Problem details: Pull out every line from the listing that has the word "Fontoura".

Exercise material:
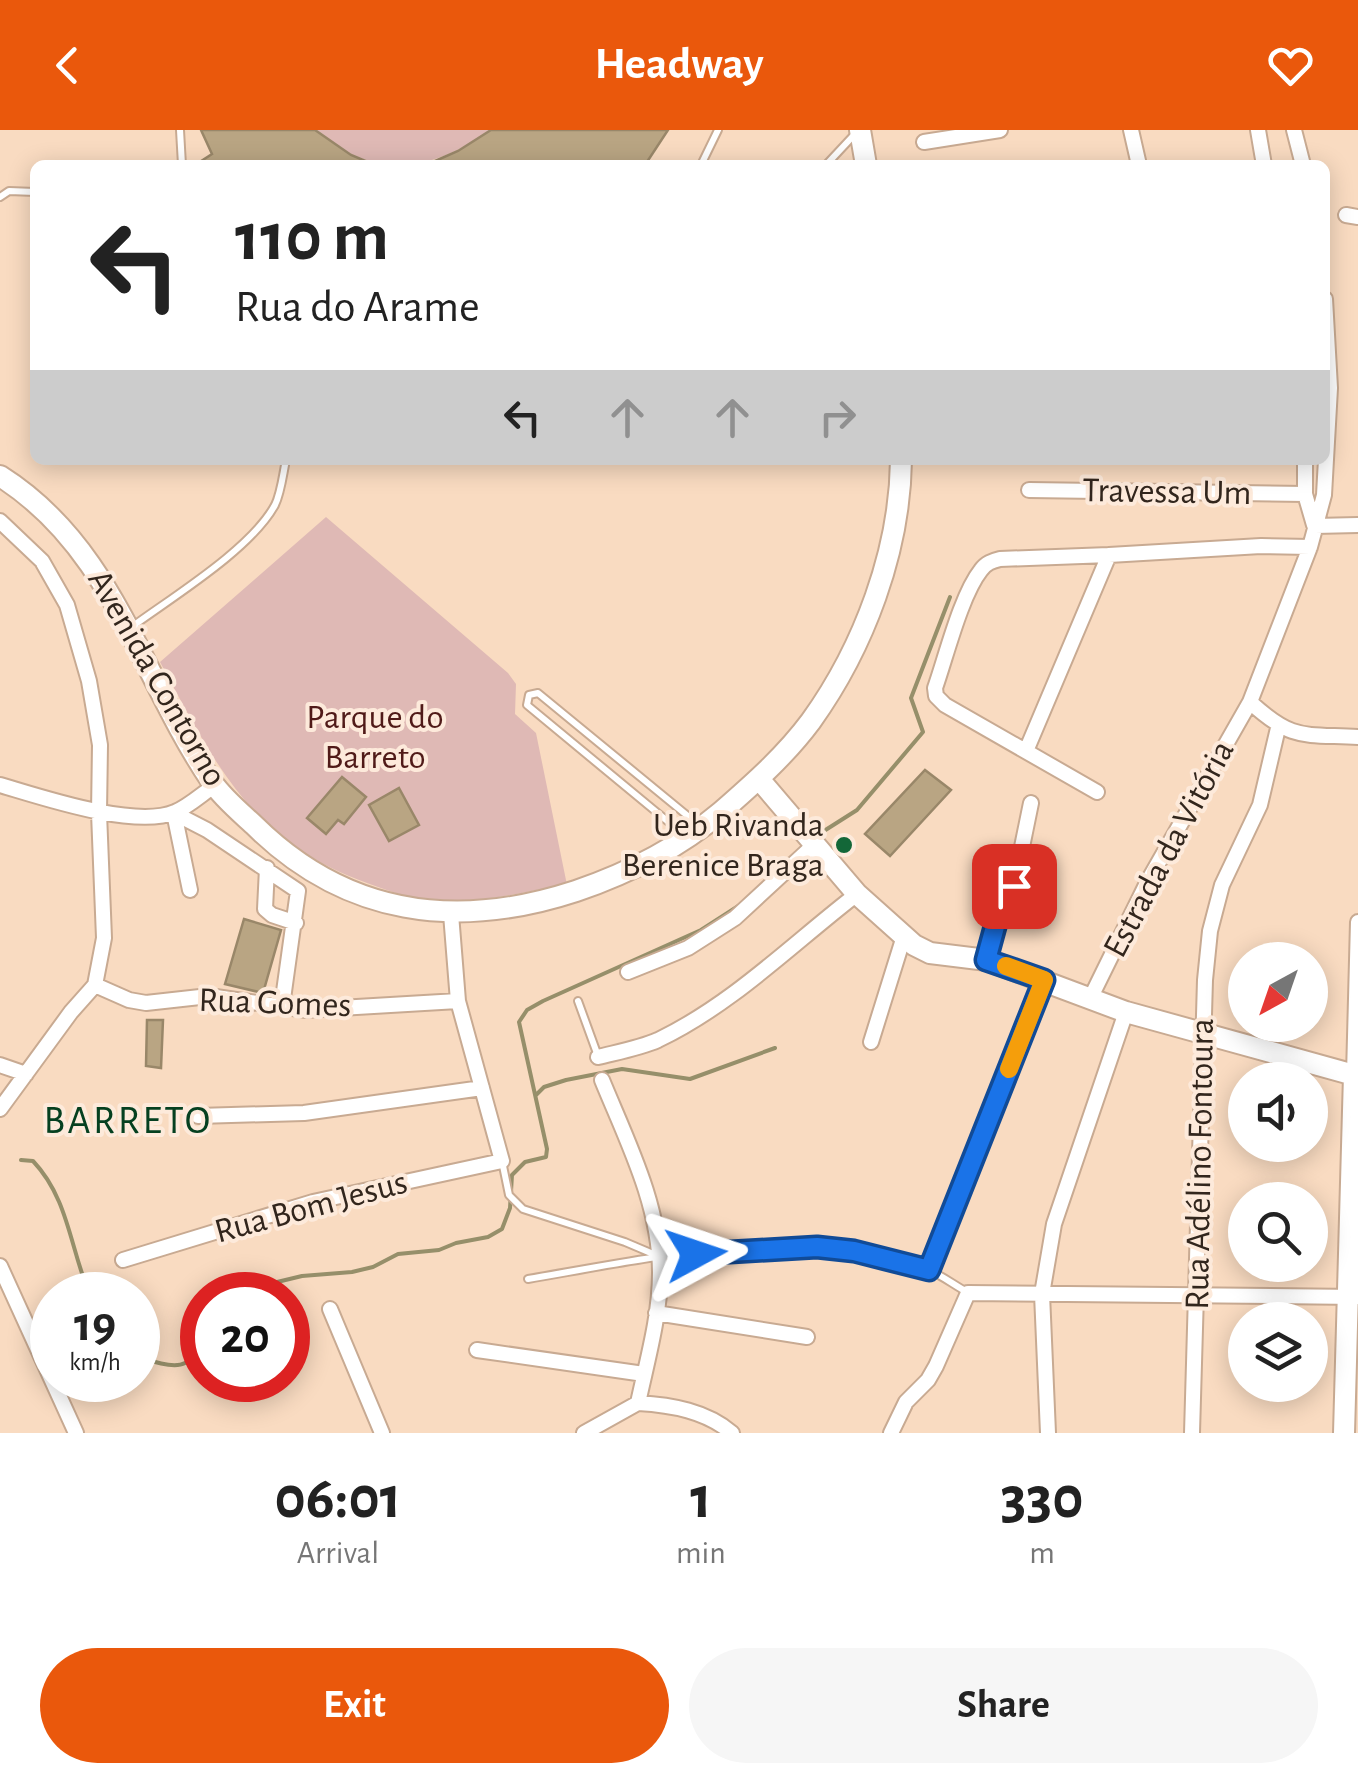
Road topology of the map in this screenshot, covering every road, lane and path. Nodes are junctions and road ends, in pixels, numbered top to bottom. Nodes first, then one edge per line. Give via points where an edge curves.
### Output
1 (180, 130) edge
2 (718, 130) edge
3 (859, 130) edge
4 (1000, 130) edge
5 (1130, 130) edge
6 (1258, 130) edge
7 (1294, 130) edge
8 (924, 142) dead end
9 (182, 160) edge
10 (703, 160) edge
11 (831, 160) edge
12 (865, 160) edge
13 (1137, 160) edge
14 (1260, 160) edge
15 (1303, 160) edge
16 (30, 192) edge
17 (0, 197) edge
18 (285, 465) edge
19 (902, 465) edge
20 (1304, 465) edge
21 (1326, 465) edge
22 (0, 476) edge
23 (1029, 490) dead end
24 (1305, 494) junction
25 (0, 521) edge
26 (1358, 525) edge
27 (1314, 526) junction
28 (1310, 548) junction
29 (1108, 556) junction
30 (128, 630) junction
31 (1250, 702) junction
32 (1278, 728) junction
33 (1358, 737) edge
34 (1026, 751) junction
35 (759, 780) junction
36 (0, 785) edge
37 (214, 786) junction
38 (1096, 792) dead end
39 (1031, 803) dead end
40 (99, 813) junction
41 (174, 813) junction
42 (694, 832) junction
43 (811, 840) junction
44 (267, 868) junction
45 (190, 890) dead end
46 (857, 894) junction
47 (451, 914) junction
48 (1358, 922) edge
49 (296, 923) junction
50 (904, 936) junction
51 (1357, 952) edge
52 (986, 960) junction
53 (628, 972) dead end
54 (1044, 980) junction
55 (95, 985) junction
56 (1091, 998) junction
57 (578, 1000) dead end
58 (458, 1001) junction
59 (282, 1006) junction
60 (1126, 1012) junction
61 (1204, 1033) junction
62 (871, 1042) dead end
63 (598, 1057) joint
64 (0, 1065) edge
65 (26, 1074) junction
66 (1356, 1076) edge
67 (602, 1080) dead end
68 (482, 1088) junction
69 (0, 1109) edge
70 (198, 1116) dead end
71 (502, 1161) junction
72 (659, 1256) junction
73 (123, 1260) dead end
74 (0, 1266) edge
75 (929, 1270) junction
76 (528, 1279) dead end
77 (968, 1293) junction
78 (1042, 1294) junction
79 (1198, 1296) junction
80 (1354, 1297) edge
81 (330, 1309) dead end
82 (656, 1313) junction
83 (806, 1338) dead end
84 (477, 1350) dead end
85 (644, 1374) junction
86 (638, 1403) junction
87 (76, 1433) edge
88 (382, 1433) edge
89 (584, 1433) edge
90 (732, 1433) edge
91 (891, 1433) edge
92 (1048, 1433) edge
93 (1192, 1433) edge
94 (1344, 1433) edge

1 - 9 lane
2 - 10 lane
3 - 11 lane
3 - 12 street
4 - 8 street
5 - 13 street
6 - 14 street
7 - 15 street
16 - 17 lane
18 - 30 lane via 276,504 256,529
19 - 35 street, Avenida Contorno via 886,558 864,625 811,720
20 - 24 street, Estrada da Vitória
21 - 27 street, Estrada da Vitória
22 - 30 street, Avenida Contorno via 52,514 82,549
23 - 24 street, Travessa Um
24 - 27 street, Estrada da Vitória
25 - 40 street via 42,561 68,605 100,745
26 - 27 street
27 - 28 street, Estrada da Vitória
28 - 29 street
28 - 31 street, Estrada da Vitória
29 - 34 street
29 - 34 street via 993,560 966,602 936,696
30 - 37 street, Avenida Contorno
31 - 32 street, Estrada da Vitória
31 - 56 street, Estrada da Vitória via 1148,880
32 - 33 street
32 - 61 street, Rua Adélino Fontoura via 1260,805 1212,919
34 - 38 street
35 - 42 street, Avenida Contorno
35 - 43 street
36 - 40 street
37 - 41 street
37 - 47 street, Avenida Contorno via 279,848 331,880 385,901
39 - 52 street via 1014,886
40 - 41 street
40 - 55 street via 104,938
41 - 44 street
41 - 45 street
42 - 42 lane via 538,693 529,695 528,705
42 - 47 street, Avenida Contorno via 628,872 546,900
43 - 46 street
43 - 53 street via 734,918 688,948
44 - 49 street via 298,891
44 - 49 street via 265,909
46 - 50 street
46 - 63 street via 796,947 684,1026
47 - 58 street
48 - 51 street
49 - 59 street
50 - 52 street via 930,953
50 - 62 street
51 - 66 street
52 - 54 street
54 - 56 street
54 - 75 street
55 - 59 street, Rua Gomes via 146,1003 208,996
55 - 65 street
56 - 60 street
57 - 63 lane
58 - 59 street, Rua Gomes via 324,1010
58 - 68 street
60 - 61 street
60 - 78 street via 1054,1224
61 - 66 street
61 - 79 street, Rua Adélino Fontoura
64 - 65 street
65 - 69 street
66 - 80 street
67 - 72 street via 638,1166
68 - 70 street via 304,1113
68 - 71 street
71 - 72 lane via 509,1195 523,1209
71 - 73 street, Rua Bom Jesus via 313,1202
72 - 75 lane via 817,1247
72 - 76 lane
72 - 82 street
74 - 87 street
75 - 77 lane
77 - 78 street
77 - 91 street via 936,1366
78 - 79 street
78 - 92 street
79 - 80 street
79 - 93 street, Rua Adélino Fontoura
80 - 94 street
81 - 88 street
82 - 83 street
82 - 85 street
84 - 85 street
85 - 86 street
86 - 89 street
86 - 90 street via 684,1408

Solution to the exercise:
32 - 61 street, Rua Adélino Fontoura via 1260,805 1212,919
61 - 79 street, Rua Adélino Fontoura
79 - 93 street, Rua Adélino Fontoura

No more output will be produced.